A couple of facts that made both her and her frequent love letters more than a little interesting.

We met long before this country was ravaged by the horrors of the VAT inspectors, waging their campaign of terror across this once-free land as invoices and cash books fell to their mighty onslaughts while we – the poor and the dispossessed - trembled and huddled in fear.

Then, things changed

It was a time of revolution, not just in the use of semi-colons and underwear, but in how we lived our lives and the uses to which we could put a watermelon.
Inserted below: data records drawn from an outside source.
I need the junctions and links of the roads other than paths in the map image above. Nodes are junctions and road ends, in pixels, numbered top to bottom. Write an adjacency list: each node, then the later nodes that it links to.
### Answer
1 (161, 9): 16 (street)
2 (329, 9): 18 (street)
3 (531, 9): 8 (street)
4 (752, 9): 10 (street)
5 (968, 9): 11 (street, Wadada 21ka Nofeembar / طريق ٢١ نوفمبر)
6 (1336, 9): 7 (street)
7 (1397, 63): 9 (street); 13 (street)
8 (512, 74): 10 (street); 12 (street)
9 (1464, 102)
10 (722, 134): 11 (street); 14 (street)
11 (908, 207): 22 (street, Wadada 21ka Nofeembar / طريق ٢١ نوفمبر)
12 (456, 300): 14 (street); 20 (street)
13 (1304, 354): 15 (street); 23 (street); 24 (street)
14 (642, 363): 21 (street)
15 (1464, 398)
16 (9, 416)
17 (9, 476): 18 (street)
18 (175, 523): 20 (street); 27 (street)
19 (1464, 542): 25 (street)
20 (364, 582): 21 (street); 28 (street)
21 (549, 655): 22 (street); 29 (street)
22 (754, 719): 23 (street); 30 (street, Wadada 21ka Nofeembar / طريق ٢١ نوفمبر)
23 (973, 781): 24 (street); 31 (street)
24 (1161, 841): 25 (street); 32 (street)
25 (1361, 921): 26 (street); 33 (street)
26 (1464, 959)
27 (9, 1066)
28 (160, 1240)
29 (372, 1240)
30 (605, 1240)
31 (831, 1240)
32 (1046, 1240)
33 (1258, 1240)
I had the flippers and the snorkel and she had the ukulele, so we would spend many a summer evening together up on the hillside, well away from the gangs of prowling VAT inspectors as they rampaged from village to out-of-town retail emporium.

Still, though, we were young and wild and free – although she was not that free, but – as away of avoiding the dread attentions of the despised VAT Inspectors was always willing to demonstrate her revolutionary approach to the wearing of underwear in return for cash in hand.